Doing medical transcription from home is very far from a scam; the majority of medical transcription in the US is done from home. 

 

One cannot do medical transcription cold without a great deal of not only training, but practice before a first job. Literally years of training and practice. Seriously. Years.

 

The old back-of-the-magazine "learn transcription" ads were misleading not so much because there were no jobs (at that time there were tons of jobs) but because the training they offered was never even close to sufficient.

 

Today, you might get a service to take you on for doctor's office notes (which use the least medical terminology) IF you have a very good aptitude for English spelling and grammar.
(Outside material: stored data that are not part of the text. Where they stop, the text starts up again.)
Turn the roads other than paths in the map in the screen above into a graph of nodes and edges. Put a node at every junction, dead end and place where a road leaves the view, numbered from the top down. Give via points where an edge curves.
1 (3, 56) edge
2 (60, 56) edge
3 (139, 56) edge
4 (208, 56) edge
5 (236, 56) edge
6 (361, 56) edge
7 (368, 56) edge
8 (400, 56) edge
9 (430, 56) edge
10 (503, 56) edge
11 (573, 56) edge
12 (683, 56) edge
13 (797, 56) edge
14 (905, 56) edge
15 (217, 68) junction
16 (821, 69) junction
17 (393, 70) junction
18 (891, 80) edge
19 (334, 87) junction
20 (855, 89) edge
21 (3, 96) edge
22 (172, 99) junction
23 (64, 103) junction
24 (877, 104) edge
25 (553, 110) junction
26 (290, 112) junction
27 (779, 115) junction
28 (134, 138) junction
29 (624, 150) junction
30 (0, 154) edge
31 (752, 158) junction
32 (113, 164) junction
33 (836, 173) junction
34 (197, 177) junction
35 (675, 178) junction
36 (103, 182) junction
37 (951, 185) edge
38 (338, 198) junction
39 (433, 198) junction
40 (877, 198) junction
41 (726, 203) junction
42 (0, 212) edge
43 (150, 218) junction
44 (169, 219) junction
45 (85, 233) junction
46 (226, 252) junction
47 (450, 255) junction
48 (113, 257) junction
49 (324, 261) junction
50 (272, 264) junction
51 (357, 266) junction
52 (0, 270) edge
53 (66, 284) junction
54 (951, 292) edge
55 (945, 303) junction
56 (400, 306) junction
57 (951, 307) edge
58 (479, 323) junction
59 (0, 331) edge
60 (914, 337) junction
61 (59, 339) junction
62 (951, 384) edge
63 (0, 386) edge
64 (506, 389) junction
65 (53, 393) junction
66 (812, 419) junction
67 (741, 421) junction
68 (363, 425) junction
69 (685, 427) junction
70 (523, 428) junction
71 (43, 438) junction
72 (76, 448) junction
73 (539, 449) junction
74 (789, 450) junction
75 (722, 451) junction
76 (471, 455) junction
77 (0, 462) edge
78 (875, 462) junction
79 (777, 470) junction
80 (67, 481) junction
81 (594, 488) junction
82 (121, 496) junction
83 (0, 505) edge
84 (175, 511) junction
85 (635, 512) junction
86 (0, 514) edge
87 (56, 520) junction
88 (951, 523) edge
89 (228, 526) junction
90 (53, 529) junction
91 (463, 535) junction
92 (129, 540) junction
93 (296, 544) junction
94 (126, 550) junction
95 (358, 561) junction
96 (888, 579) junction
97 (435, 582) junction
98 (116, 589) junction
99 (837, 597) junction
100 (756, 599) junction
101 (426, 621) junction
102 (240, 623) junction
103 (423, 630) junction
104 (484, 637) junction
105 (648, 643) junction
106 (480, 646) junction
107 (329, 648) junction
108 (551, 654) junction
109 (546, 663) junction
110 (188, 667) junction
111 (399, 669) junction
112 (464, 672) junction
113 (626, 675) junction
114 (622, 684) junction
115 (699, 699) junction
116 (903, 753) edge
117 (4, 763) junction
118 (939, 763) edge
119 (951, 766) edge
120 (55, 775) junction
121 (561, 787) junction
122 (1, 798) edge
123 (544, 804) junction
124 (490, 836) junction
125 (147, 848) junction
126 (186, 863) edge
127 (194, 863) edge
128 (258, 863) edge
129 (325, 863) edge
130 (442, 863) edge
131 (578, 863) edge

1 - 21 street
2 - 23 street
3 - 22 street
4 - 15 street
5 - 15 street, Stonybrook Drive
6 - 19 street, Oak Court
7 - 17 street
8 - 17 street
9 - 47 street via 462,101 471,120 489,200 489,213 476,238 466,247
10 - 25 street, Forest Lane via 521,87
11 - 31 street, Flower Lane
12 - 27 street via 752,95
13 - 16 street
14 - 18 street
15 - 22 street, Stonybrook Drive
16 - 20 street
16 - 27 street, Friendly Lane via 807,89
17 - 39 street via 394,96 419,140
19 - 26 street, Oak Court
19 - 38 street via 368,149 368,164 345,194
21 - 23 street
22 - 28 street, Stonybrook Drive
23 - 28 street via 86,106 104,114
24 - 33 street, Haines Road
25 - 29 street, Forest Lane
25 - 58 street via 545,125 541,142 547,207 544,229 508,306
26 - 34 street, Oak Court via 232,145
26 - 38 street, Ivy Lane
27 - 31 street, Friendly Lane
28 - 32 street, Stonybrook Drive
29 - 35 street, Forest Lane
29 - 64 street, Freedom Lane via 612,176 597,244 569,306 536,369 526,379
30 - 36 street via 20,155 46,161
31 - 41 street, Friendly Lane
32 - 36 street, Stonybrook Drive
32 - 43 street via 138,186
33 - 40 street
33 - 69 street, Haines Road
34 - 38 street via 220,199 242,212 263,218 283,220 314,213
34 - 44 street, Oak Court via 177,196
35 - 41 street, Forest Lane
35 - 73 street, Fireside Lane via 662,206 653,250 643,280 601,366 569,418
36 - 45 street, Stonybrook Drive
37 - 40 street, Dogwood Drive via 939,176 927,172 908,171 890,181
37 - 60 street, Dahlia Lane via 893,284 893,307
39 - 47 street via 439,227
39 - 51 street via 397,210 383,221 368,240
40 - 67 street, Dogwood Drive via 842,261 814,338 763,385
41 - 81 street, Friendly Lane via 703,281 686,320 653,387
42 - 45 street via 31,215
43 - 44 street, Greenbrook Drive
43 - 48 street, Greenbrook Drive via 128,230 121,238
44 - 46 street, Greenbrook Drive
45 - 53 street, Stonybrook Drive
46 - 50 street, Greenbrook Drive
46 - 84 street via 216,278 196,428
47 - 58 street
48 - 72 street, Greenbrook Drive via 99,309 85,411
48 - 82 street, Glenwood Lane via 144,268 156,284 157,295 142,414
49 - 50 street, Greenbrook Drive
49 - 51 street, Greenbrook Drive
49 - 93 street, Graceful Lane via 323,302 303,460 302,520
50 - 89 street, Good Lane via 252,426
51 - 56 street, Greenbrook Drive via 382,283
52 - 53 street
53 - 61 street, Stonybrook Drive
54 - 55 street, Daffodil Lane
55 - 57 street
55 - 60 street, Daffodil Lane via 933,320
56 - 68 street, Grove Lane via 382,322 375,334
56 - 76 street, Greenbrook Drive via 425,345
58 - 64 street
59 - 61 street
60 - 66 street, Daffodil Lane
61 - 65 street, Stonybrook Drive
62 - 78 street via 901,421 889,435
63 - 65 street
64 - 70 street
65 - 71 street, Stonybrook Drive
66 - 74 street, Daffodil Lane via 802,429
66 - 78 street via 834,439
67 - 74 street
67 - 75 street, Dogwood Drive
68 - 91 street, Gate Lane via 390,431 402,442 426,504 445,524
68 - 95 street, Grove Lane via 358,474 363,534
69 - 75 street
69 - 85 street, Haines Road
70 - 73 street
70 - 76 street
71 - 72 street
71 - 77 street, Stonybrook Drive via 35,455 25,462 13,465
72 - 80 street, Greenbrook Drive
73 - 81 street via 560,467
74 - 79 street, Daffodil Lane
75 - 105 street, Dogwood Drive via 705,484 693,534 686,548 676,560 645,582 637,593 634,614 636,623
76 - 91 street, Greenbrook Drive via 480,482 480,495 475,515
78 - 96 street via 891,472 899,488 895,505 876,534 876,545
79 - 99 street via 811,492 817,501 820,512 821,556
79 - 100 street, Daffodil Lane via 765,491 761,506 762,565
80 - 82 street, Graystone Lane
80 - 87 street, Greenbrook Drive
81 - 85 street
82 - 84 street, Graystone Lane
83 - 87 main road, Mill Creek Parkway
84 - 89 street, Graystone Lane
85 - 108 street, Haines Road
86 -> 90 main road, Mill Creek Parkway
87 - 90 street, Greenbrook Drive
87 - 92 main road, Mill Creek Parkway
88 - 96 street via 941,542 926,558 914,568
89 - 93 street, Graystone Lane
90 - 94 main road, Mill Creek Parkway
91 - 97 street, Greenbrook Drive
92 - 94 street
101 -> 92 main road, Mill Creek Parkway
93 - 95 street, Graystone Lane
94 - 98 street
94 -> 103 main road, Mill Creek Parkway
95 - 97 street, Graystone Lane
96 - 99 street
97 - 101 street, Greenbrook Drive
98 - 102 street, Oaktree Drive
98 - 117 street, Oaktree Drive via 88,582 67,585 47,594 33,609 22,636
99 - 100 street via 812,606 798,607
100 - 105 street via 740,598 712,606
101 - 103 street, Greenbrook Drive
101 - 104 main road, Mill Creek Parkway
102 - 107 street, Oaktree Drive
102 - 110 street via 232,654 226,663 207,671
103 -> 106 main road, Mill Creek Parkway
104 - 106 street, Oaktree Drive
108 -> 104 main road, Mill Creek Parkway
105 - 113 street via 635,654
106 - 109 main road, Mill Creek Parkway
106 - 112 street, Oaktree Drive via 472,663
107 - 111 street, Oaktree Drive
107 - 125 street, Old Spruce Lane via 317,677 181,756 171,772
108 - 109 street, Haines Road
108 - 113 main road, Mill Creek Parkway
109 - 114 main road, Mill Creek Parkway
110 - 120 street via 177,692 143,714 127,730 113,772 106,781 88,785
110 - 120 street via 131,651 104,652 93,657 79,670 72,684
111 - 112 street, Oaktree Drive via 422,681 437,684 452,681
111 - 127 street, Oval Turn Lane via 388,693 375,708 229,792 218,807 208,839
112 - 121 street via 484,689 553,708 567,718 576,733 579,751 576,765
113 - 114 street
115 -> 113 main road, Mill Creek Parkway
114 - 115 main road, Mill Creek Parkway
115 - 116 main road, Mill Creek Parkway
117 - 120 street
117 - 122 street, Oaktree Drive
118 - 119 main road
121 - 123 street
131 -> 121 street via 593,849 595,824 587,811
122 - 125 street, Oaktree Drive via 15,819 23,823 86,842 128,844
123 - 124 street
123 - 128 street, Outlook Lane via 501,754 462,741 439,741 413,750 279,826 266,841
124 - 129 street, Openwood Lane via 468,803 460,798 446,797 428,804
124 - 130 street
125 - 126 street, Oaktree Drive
But you are usually paid a pittance per line and beginners usually work the graveyard shift.

 

The only bona fide ways to learn medical transcription to the ability level to make decent ("good" money is no longer possible IMO) is from the training modules of the American Association for Medical Transcription (costly) or many semesters at a community college and even then your knowledge won't be as thorough as AAMT's courses. But you would perhaps know enough for a supplement to income, not to support yourself.

 

 

Thanks for that.  It's unfortunate but there still people who actually believe that there are medical transcription and medical coding jobs available to anyone.  They have no idea whatsoever about what the jobs really entail or the education or training that is required.  I'm a certified coder myself but I work as a Health Information Management specialist, not as a coder.  A lot of the transcription work is outsourced to India now. Medical coding too.   The hospital I work for has not had in house transcriptionists for many years.  The hospital my husband works for is in the process of outsourcing the majority of the medical coding to a couple of companies in India.  Every year there are fewer and fewer of those jobs for anyone.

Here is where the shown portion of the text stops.